Federal Court To Hear Utah's Appeal In Same-Sex Marriage Case
Utah’s law banning same sex marriage will be considered by a three judge panel in the Tenth Circuit Court of Appeals on Thursday. Last year, a federal district court judge overturned the law and the U.S. Supreme Court stayed that decision. Since then, similar laws in several other states have been toppled in federal courts, but Utah is the first state to argue an appeal.
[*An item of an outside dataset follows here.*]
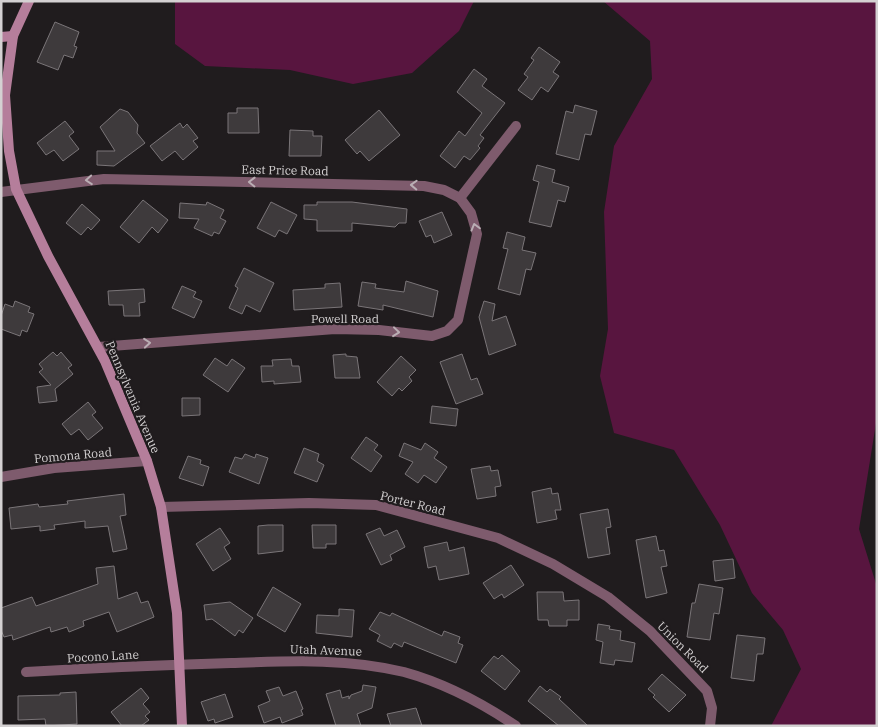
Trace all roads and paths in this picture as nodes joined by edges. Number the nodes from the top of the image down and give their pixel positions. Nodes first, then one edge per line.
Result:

Derek Kitchen and Moudy Sbeity are one of three gay couples who sued the state of Utah over its law banning same sex marriage. The couple will be in the courtroom to hear the state’s appeal. Derek says he’s confident the three judge panel will rule in their favor.
“To us we believe that gay and lesbian couples have a constitutional right to marry. We believe that was validated with Judge Shelby’s ruling on December 20th. I ‘m hopeful that the Tenth Circuit will uphold Judge Shelby’s ruling,” says Kitchen.
Federal District Court Judge Robert Shelby ruled that Utah’s law violated the rights of gay couples under the equal protection clause of the 14th amendment. Since the ruling, lawyers in the Utah Attorney General’s office have put substantial resources into crafting an appeal, but Moudy says he and Derek knew their fight for marriage equality would be a long one.
“I’m glad that they’re so passionate about their stance because this will make one hell of an argument. Or voices are going to be heard louder and clearer because of the opposition,” says Sbeity
Paul Mero is president of the Sutherland Institute, a conservative think tank based in Salt Lake City. As stated in the briefs that Utah attorneys filed with the Tenth Circuit Court, the state’s defense of its marriage law centers around the idea that the primary purpose of marriage is not to cultivate a loving relationship between two adults, but to procreate and raise children. Mero says the state needs to protect its interest.
“If there wasn’t a societal benefit to the traditional definition of marriage, there wouldn’t be a case at all because there wouldn’t even be a law. I think what the other side has to do frankly is to show that there is a state interest in same sex marriage,” says Mero.
The belief that marriage is primarily an arrangement for procreation isn’t exclusive to Utah. John Eastman is a constitutional law professor at Chapman University in Southern California.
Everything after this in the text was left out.